Please copy each line in the records below that contains the string "name".

Dataset entries
- - - - - - -

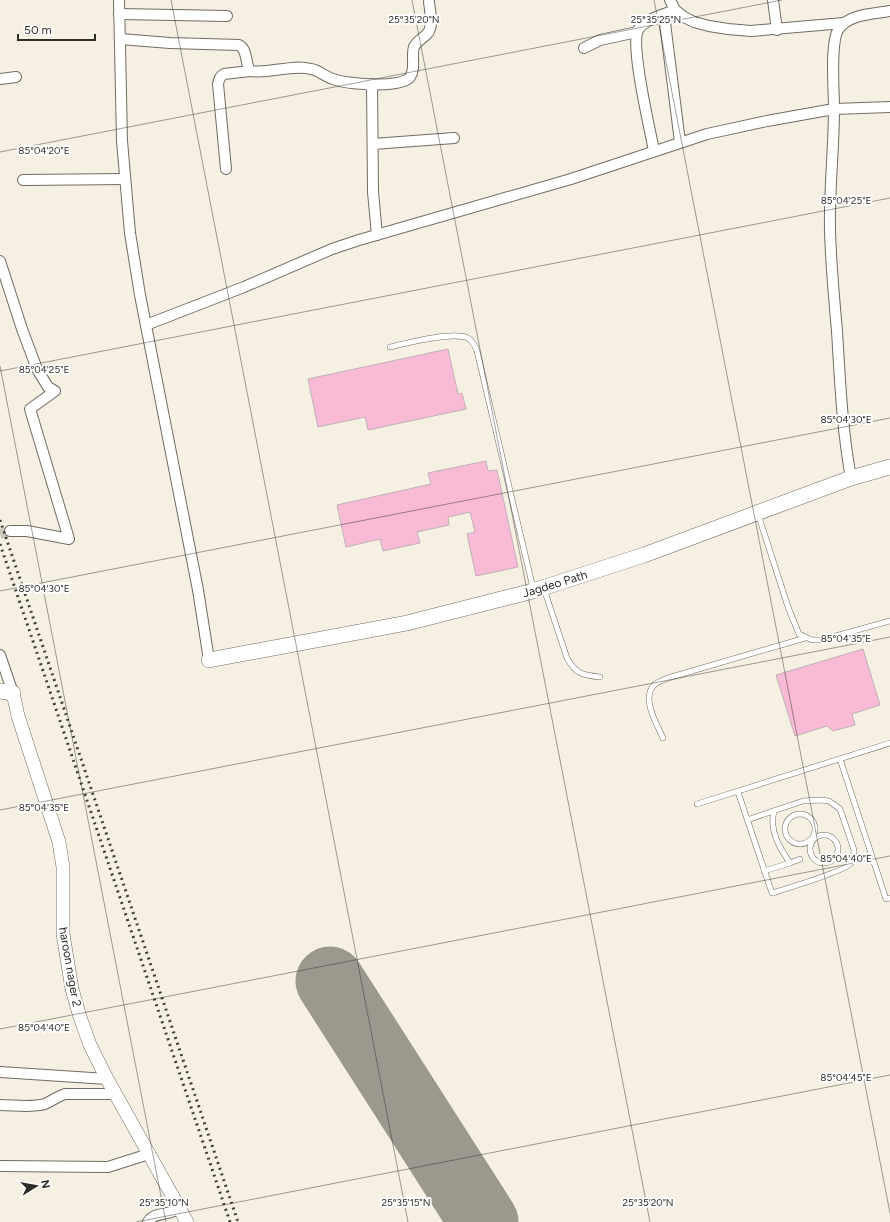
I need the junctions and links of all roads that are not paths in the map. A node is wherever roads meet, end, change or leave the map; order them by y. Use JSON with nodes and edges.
{"nodes":[{"id":1,"x":119,"y":0,"type":"edge"},
{"id":2,"x":670,"y":0,"type":"edge"},
{"id":3,"x":773,"y":0,"type":"edge"},
{"id":4,"x":430,"y":2,"type":"dead end"},
{"id":5,"x":675,"y":10,"type":"junction"},
{"id":6,"x":890,"y":12,"type":"edge"},
{"id":7,"x":119,"y":14,"type":"junction"},
{"id":8,"x":664,"y":15,"type":"junction"},
{"id":9,"x":227,"y":16,"type":"dead end"},
{"id":10,"x":844,"y":23,"type":"junction"},
{"id":11,"x":777,"y":30,"type":"junction"},
{"id":12,"x":638,"y":32,"type":"junction"},
{"id":13,"x":120,"y":39,"type":"junction"},
{"id":14,"x":584,"y":48,"type":"dead end"},
{"id":15,"x":250,"y":71,"type":"junction"},
{"id":16,"x":16,"y":77,"type":"dead end"},
{"id":17,"x":0,"y":79,"type":"edge"},
{"id":18,"x":372,"y":84,"type":"junction"},
{"id":19,"x":890,"y":107,"type":"edge"},
{"id":20,"x":834,"y":109,"type":"junction"},
{"id":21,"x":454,"y":138,"type":"dead end"},
{"id":22,"x":680,"y":142,"type":"junction"},
{"id":23,"x":373,"y":144,"type":"junction"},
{"id":24,"x":654,"y":151,"type":"junction"},
{"id":25,"x":226,"y":169,"type":"dead end"},
{"id":26,"x":23,"y":180,"type":"dead end"},
{"id":27,"x":125,"y":180,"type":"junction"},
{"id":28,"x":377,"y":235,"type":"junction"},
{"id":29,"x":0,"y":261,"type":"edge"},
{"id":30,"x":146,"y":325,"type":"junction"},
{"id":31,"x":390,"y":347,"type":"dead end"},
{"id":32,"x":890,"y":467,"type":"edge"},
{"id":33,"x":851,"y":478,"type":"junction"},
{"id":34,"x":757,"y":513,"type":"junction"},
{"id":35,"x":10,"y":531,"type":"tunnel mouth"},
{"id":36,"x":538,"y":590,"type":"junction"},
{"id":37,"x":890,"y":621,"type":"edge"},
{"id":38,"x":805,"y":638,"type":"junction"},
{"id":39,"x":0,"y":655,"type":"edge"},
{"id":40,"x":209,"y":660,"type":"joint"},
{"id":41,"x":600,"y":676,"type":"dead end"},
{"id":42,"x":6,"y":692,"type":"edge"},
{"id":43,"x":663,"y":738,"type":"dead end"},
{"id":44,"x":890,"y":743,"type":"edge"},
{"id":45,"x":840,"y":759,"type":"junction"},
{"id":46,"x":738,"y":792,"type":"junction"},
{"id":47,"x":697,"y":804,"type":"dead end"},
{"id":48,"x":795,"y":804,"type":"junction"},
{"id":49,"x":774,"y":811,"type":"junction"},
{"id":50,"x":799,"y":814,"type":"junction"},
{"id":51,"x":747,"y":820,"type":"junction"},
{"id":52,"x":813,"y":839,"type":"junction"},
{"id":53,"x":800,"y":859,"type":"dead end"},
{"id":54,"x":790,"y":862,"type":"junction"},
{"id":55,"x":764,"y":871,"type":"junction"},
{"id":56,"x":890,"y":898,"type":"edge"},
{"id":57,"x":0,"y":1072,"type":"edge"},
{"id":58,"x":107,"y":1079,"type":"junction"},
{"id":59,"x":115,"y":1094,"type":"junction"},
{"id":60,"x":0,"y":1105,"type":"edge"},
{"id":61,"x":149,"y":1154,"type":"junction"},
{"id":62,"x":0,"y":1166,"type":"edge"},
{"id":63,"x":179,"y":1208,"type":"junction"},
{"id":64,"x":148,"y":1222,"type":"edge"},
{"id":65,"x":187,"y":1222,"type":"edge"}],
"edges":[{"from":1,"to":7,"type":"street"},
{"from":2,"to":5,"type":"street"},
{"from":3,"to":11,"type":"street"},
{"from":4,"to":18,"type":"street"},
{"from":5,"to":8,"type":"street"},
{"from":5,"to":11,"type":"street"},
{"from":6,"to":10,"type":"street"},
{"from":7,"to":9,"type":"street"},
{"from":7,"to":13,"type":"street"},
{"from":8,"to":12,"type":"street"},
{"from":8,"to":22,"type":"street"},
{"from":10,"to":11,"type":"street"},
{"from":10,"to":20,"type":"street"},
{"from":12,"to":14,"type":"street"},
{"from":12,"to":24,"type":"street"},
{"from":13,"to":15,"type":"street"},
{"from":13,"to":27,"type":"street"},
{"from":15,"to":18,"type":"street"},
{"from":15,"to":25,"type":"street"},
{"from":16,"to":17,"type":"street"},
{"from":18,"to":23,"type":"street"},
{"from":19,"to":20,"type":"street"},
{"from":20,"to":22,"type":"street"},
{"from":20,"to":33,"type":"street"},
{"from":21,"to":23,"type":"street"},
{"from":22,"to":24,"type":"street"},
{"from":23,"to":28,"type":"street"},
{"from":24,"to":28,"type":"street"},
{"from":26,"to":27,"type":"street"},
{"from":27,"to":30,"type":"street"},
{"from":28,"to":30,"type":"street"},
{"from":29,"to":35,"type":"street"},
{"from":30,"to":40,"type":"street"},
{"from":31,"to":36,"type":"lane"},
{"from":32,"to":33,"type":"main road","name":"Jagdeo Path"},
{"from":33,"to":34,"type":"main road","name":"Jagdeo Path"},
{"from":34,"to":36,"type":"main road","name":"Jagdeo Path"},
{"from":34,"to":38,"type":"lane"},
{"from":36,"to":40,"type":"main road","name":"Jagdeo Path"},
{"from":36,"to":41,"type":"lane"},
{"from":37,"to":38,"type":"lane"},
{"from":38,"to":43,"type":"lane"},
{"from":39,"to":42,"type":"street"},
{"from":42,"to":58,"type":"street","name":"haroon nager 2"},
{"from":44,"to":45,"type":"lane"},
{"from":45,"to":46,"type":"lane"},
{"from":45,"to":56,"type":"lane"},
{"from":46,"to":47,"type":"lane"},
{"from":46,"to":51,"type":"lane"},
{"from":48,"to":49,"type":"lane"},
{"from":48,"to":50,"type":"lane"},
{"from":48,"to":55,"type":"lane"},
{"from":49,"to":51,"type":"lane"},
{"from":49,"to":54,"type":"lane"},
{"from":50,"to":52,"type":"lane"},
{"from":50,"to":52,"type":"lane"},
{"from":51,"to":55,"type":"lane"},
{"from":52,"to":52,"type":"lane"},
{"from":53,"to":54,"type":"lane"},
{"from":54,"to":55,"type":"lane"},
{"from":57,"to":58,"type":"street"},
{"from":58,"to":59,"type":"street","name":"haroon nager 2"},
{"from":59,"to":60,"type":"street"},
{"from":59,"to":61,"type":"street","name":"haroon nager 2"},
{"from":61,"to":62,"type":"street"},
{"from":61,"to":63,"type":"street","name":"haroon nager 2"},
{"from":63,"to":64,"type":"street"},
{"from":63,"to":65,"type":"street","name":"haroon nager 2"}]}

- - - - - - -

» TASK OUTPUT
{"from":32,"to":33,"type":"main road","name":"Jagdeo Path"},
{"from":33,"to":34,"type":"main road","name":"Jagdeo Path"},
{"from":34,"to":36,"type":"main road","name":"Jagdeo Path"},
{"from":36,"to":40,"type":"main road","name":"Jagdeo Path"},
{"from":42,"to":58,"type":"street","name":"haroon nager 2"},
{"from":58,"to":59,"type":"street","name":"haroon nager 2"},
{"from":59,"to":61,"type":"street","name":"haroon nager 2"},
{"from":61,"to":63,"type":"street","name":"haroon nager 2"},
{"from":63,"to":65,"type":"street","name":"haroon nager 2"}]}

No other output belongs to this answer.